Eighty young men have been arrested at a birthday party in Iran under suspicion of being gay.
Last Thursday, security forces in Isfahan stormed a birthday party and arrested every person there. The partygoers were beaten with batons before they were taken into custody.
As yet there is no evidence to support the idea of the men being gay. The men are being held for participating in a party with alcoholic drinks, music and dancing.
Sixteen of the men are being held for wearing cross-gender outfits, a practice which is not uncommon at popular Iranian costume parties. The man who was holding the party is known only as Farhad.
So far, the men have not been charged with any crime.
A witness who would only give the name Peyman told the Iran Queer Organisation: “I went to buy a gift for Farhad and so I arrived late for the party.

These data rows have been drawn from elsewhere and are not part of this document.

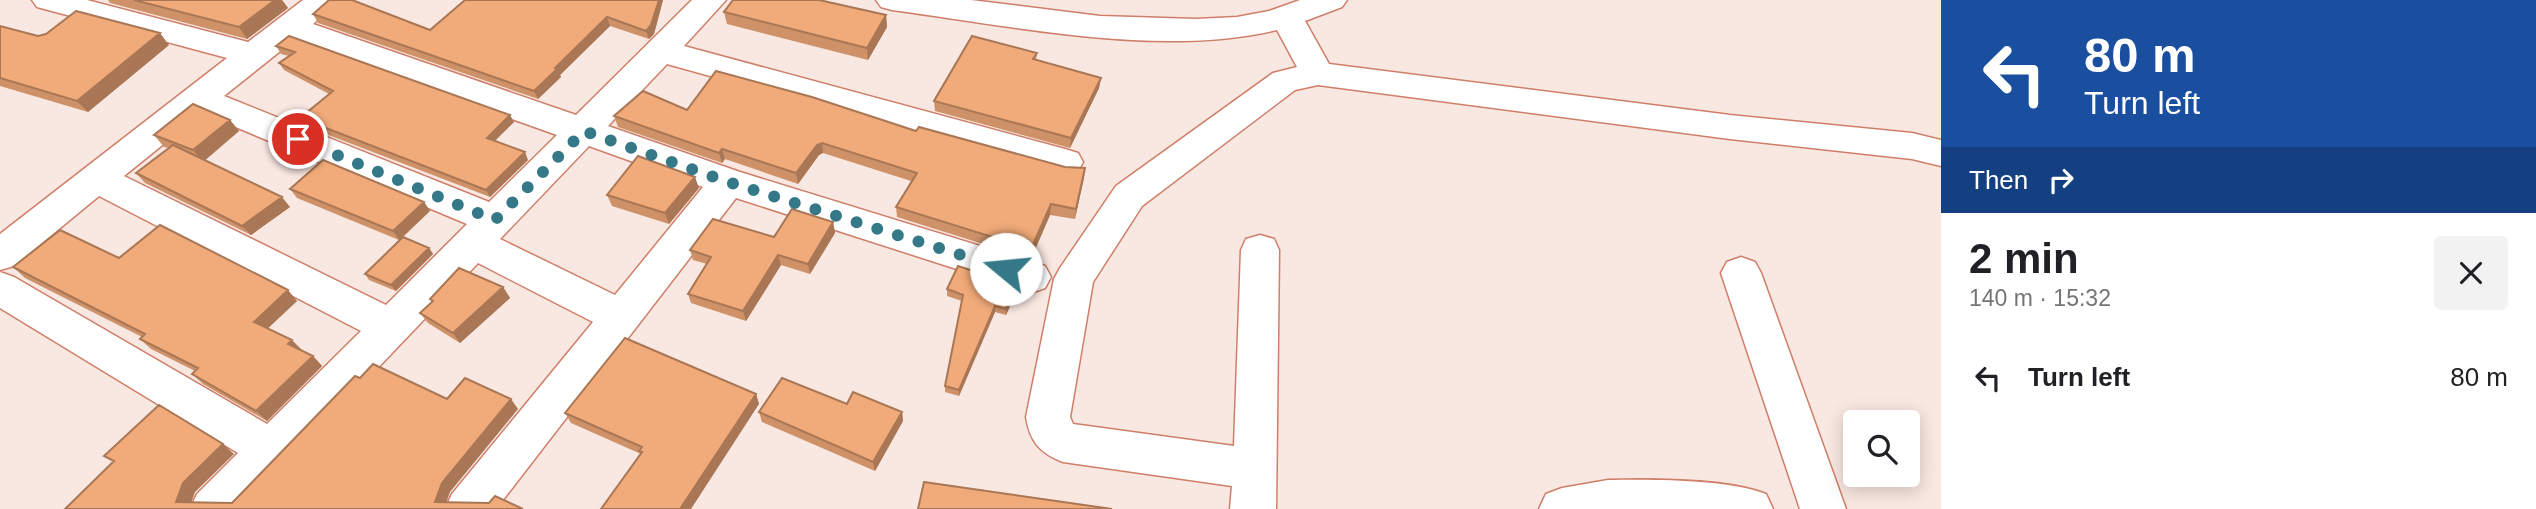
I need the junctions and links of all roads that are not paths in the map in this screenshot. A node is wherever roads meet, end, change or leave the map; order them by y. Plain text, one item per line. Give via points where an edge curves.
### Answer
1 (48, 0) edge
2 (323, 0) edge
3 (710, 0) edge
4 (892, 0) edge
5 (1331, 0) edge
6 (1286, 16) junction
7 (290, 28) junction
8 (660, 51) junction
9 (256, 55) junction
10 (1318, 74) junction
11 (200, 99) junction
12 (584, 131) junction
13 (1941, 153) edge
14 (1065, 162) dead end
15 (97, 179) junction
16 (728, 182) junction
17 (484, 232) junction
18 (1260, 250) dead end
19 (0, 255) edge
20 (1741, 273) dead end
21 (1031, 277) dead end
22 (0, 288) edge
23 (621, 317) junction
24 (391, 327) junction
25 (271, 449) junction
26 (1254, 489) edge
27 (213, 509) edge
28 (468, 509) edge
29 (1562, 509) edge
30 (1750, 509) edge
31 (1823, 509) edge

1 - 9 street
2 - 7 street
3 - 8 street
4 - 6 street via 1100,27 1237,28
5 - 6 street
6 - 10 street
7 - 9 street
7 - 12 street
8 - 12 street
8 - 14 street
9 - 11 street
10 - 13 street
10 - 26 street via 1284,81 1129,197 1074,279 1048,417 1050,431 1063,442
11 - 15 street
11 - 17 street
12 - 16 street
12 - 17 street
15 - 19 street
15 - 24 street
16 - 21 street
16 - 23 street
17 - 23 street
17 - 24 street
18 - 26 street
20 - 31 street
22 - 25 street
23 - 28 street
24 - 25 street
25 - 27 street
29 - 30 street via 1631,500

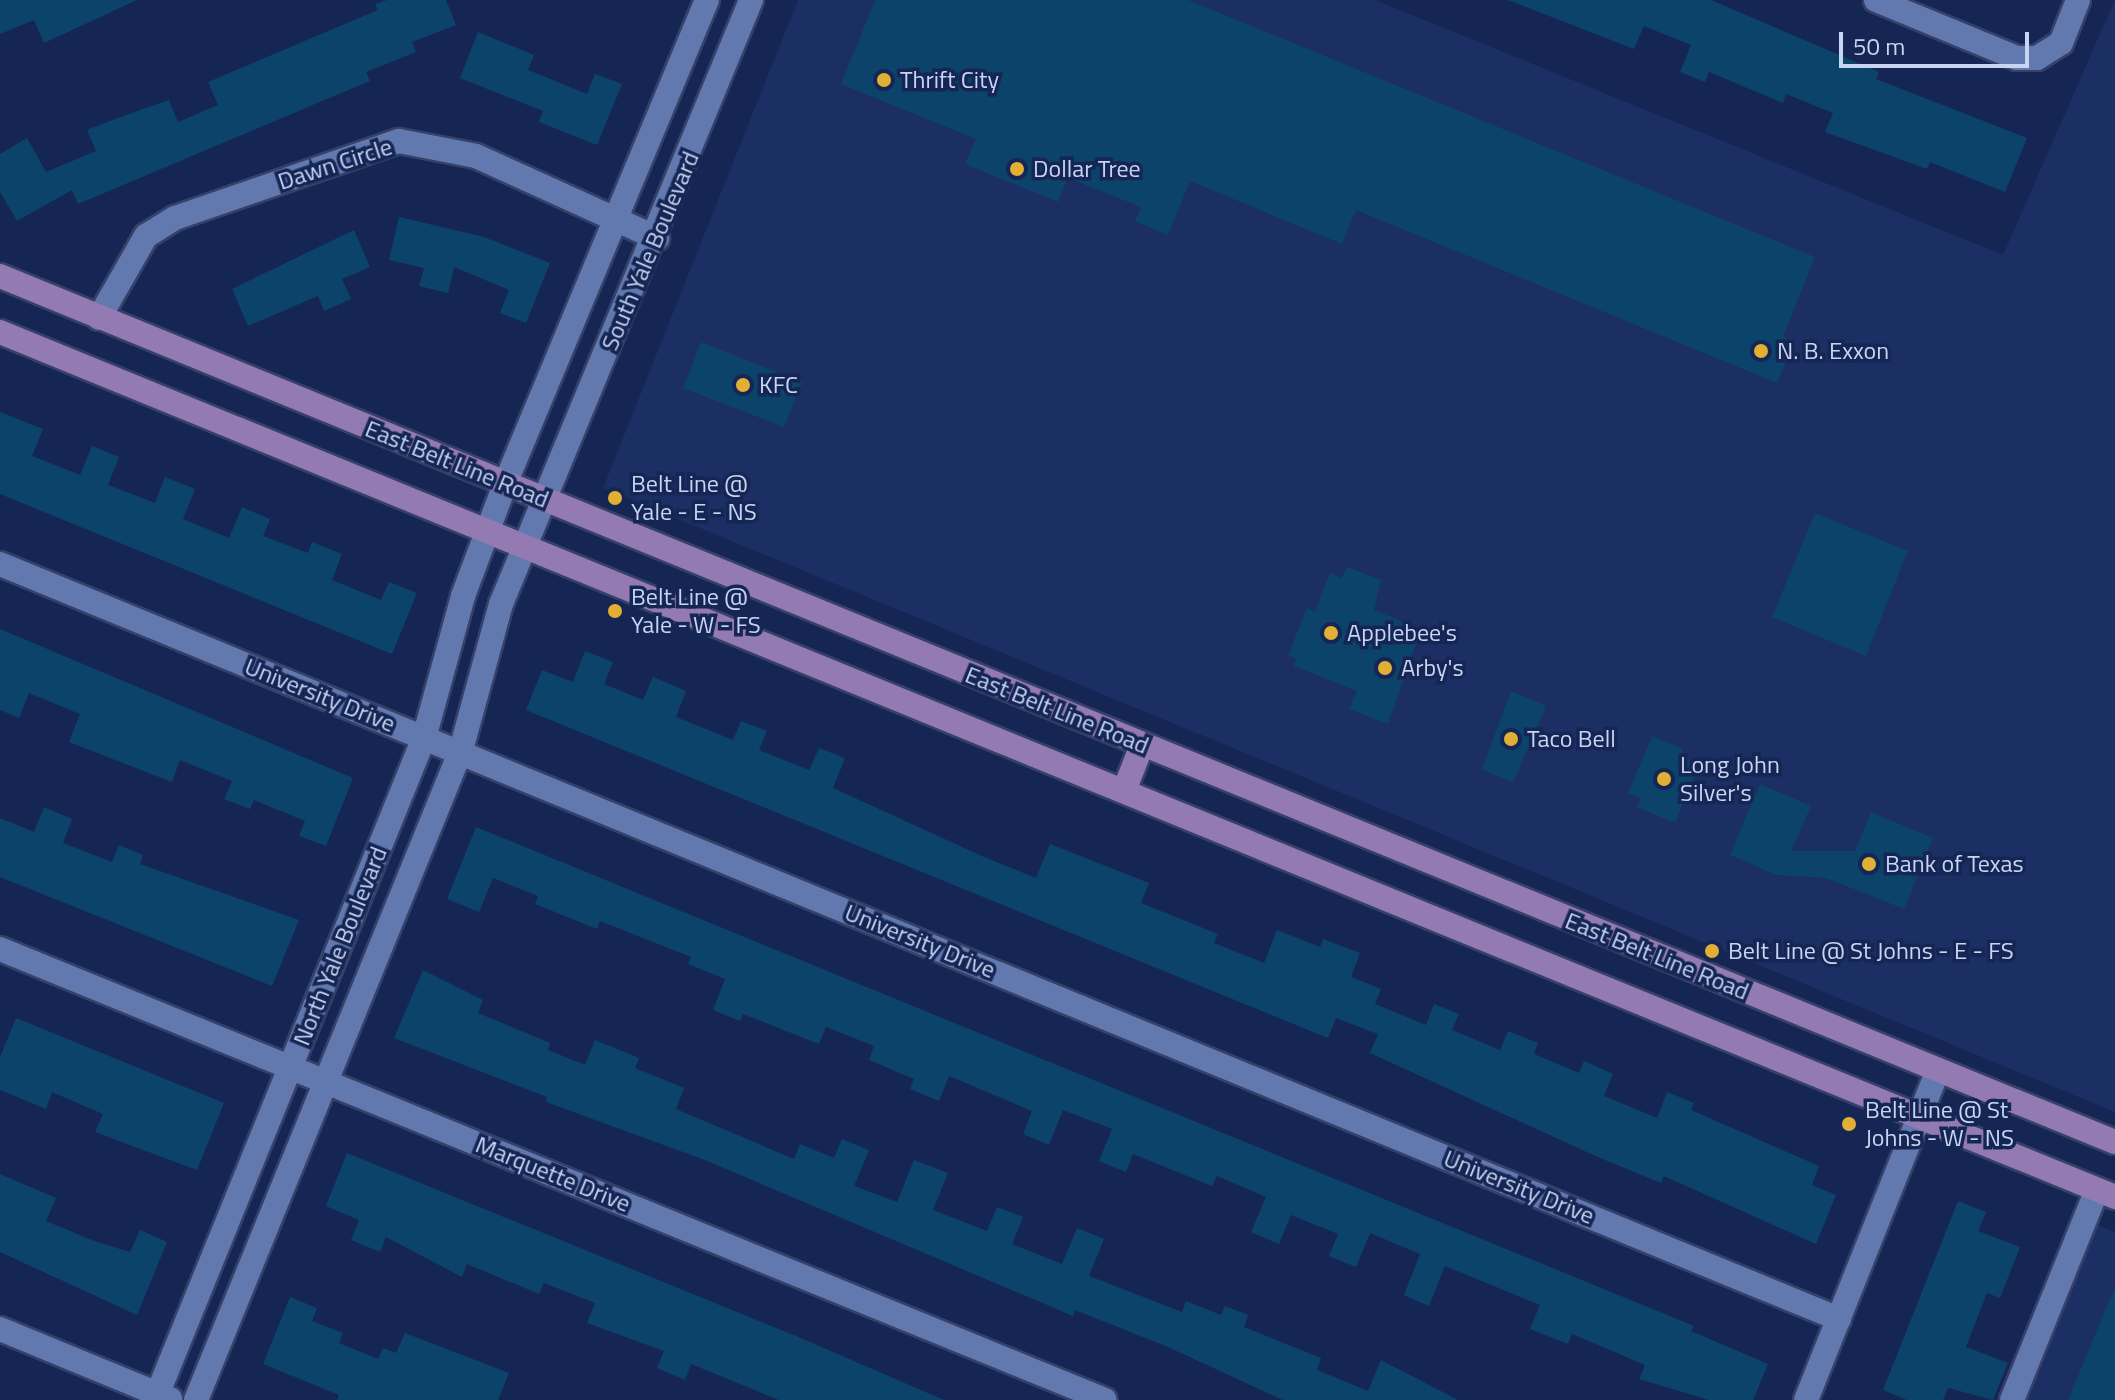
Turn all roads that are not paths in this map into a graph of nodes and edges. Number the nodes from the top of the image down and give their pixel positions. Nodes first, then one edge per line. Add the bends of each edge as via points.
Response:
1 (707, 0) edge
2 (751, 0) edge
3 (1876, 0) edge
4 (2078, 0) edge
5 (619, 222) junction
6 (657, 238) junction
7 (0, 276) edge
8 (99, 318) junction
9 (0, 332) edge
10 (505, 484) junction
11 (544, 499) junction
12 (487, 532) junction
13 (524, 548) junction
14 (0, 564) edge
15 (424, 738) junction
16 (1142, 745) junction
17 (460, 751) junction
18 (1124, 791) junction
19 (0, 949) edge
20 (290, 1068) junction
21 (1937, 1072) junction
22 (326, 1082) junction
23 (1921, 1114) junction
24 (2115, 1142) edge
25 (2106, 1193) edge
26 (1839, 1319) junction
27 (0, 1329) edge
28 (161, 1398) edge
29 (196, 1400) edge
30 (1105, 1400) edge
31 (1806, 1400) edge
32 (2012, 1400) edge

1 - 5 street, South Yale Boulevard
2 - 6 street, South Yale Boulevard
3 - 4 street via 2017,58 2037,58 2061,43
5 - 6 street, Dawn Circle
5 - 8 street, Dawn Circle via 476,156 399,141 175,218 146,236
5 - 10 street, South Yale Boulevard
6 - 11 street, South Yale Boulevard
7 - 8 main road, East Belt Line Road
8 - 10 main road, East Belt Line Road
9 - 12 main road, East Belt Line Road
10 - 11 main road, East Belt Line Road
10 - 12 street, North Yale Boulevard
11 - 13 street, North Yale Boulevard
11 - 16 main road, East Belt Line Road
12 - 13 main road, East Belt Line Road
12 - 15 street, North Yale Boulevard
13 - 17 street, North Yale Boulevard via 501,604
13 - 18 main road, East Belt Line Road
14 - 15 street, University Drive
15 - 17 street, University Drive
15 - 20 street, North Yale Boulevard
16 - 18 main road
16 - 21 main road, East Belt Line Road
17 - 22 street, North Yale Boulevard
17 - 26 street, University Drive
18 - 23 main road, East Belt Line Road
19 - 20 street, Marquette Drive
20 - 22 street, Marquette Drive
20 - 28 street, North Yale Boulevard
21 - 23 street
21 - 24 main road, East Belt Line Road
22 - 29 street, North Yale Boulevard
22 - 30 street, Marquette Drive
23 - 25 main road, East Belt Line Road
23 - 26 street
25 - 32 street
26 - 31 street
27 - 28 street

“As soon as I turned in to their street, I saw police cars parked everywhere; all my friends were arrested while seven or eight policeman beat them with batons.
“Fearing the usual punishments for attending a party, two had jumped from the second-floor window and were in a bad condition.
“Farhad’s family were also arrested. Everyone was transported into a big car and taken into custody. All their cell phones are off and we have no information about the situation inside the jail.”
The next morning all of the suspects were taken to court, and later to the jail.
The court will not permit the families of those arrested to visit their children, and is not accepting bail for their temporary release.
On Sunday May 13, the Iran Queer Organisation also received news that the suspects were being tortured and held in unacceptable conditions in the jail in Isfahan. They believe that the lives of the detainees are in danger.
Arsham Parsi, the executive director of the Iranian Queer Organisation said: “Obviously this crackdown is yet another systematic violation of human rights, along with brutal suppression of womens’ movements in Iran and must be strongly protested by all human rights organisations as yet another violation of people’s private rights and liberties.
“This means that for now, what is urgently needed is to strongly object to this gross violation of human rights and the invasion of young people’s lives and dignity.”
Under the Islamic Shar’ia law followed in Iran, gay sex is illegal, as is any sex that takes place outside marriage.
The maximum punishment for adultery and gay sex is death, and teenage boys as young as 15 are eligible for the death penalty.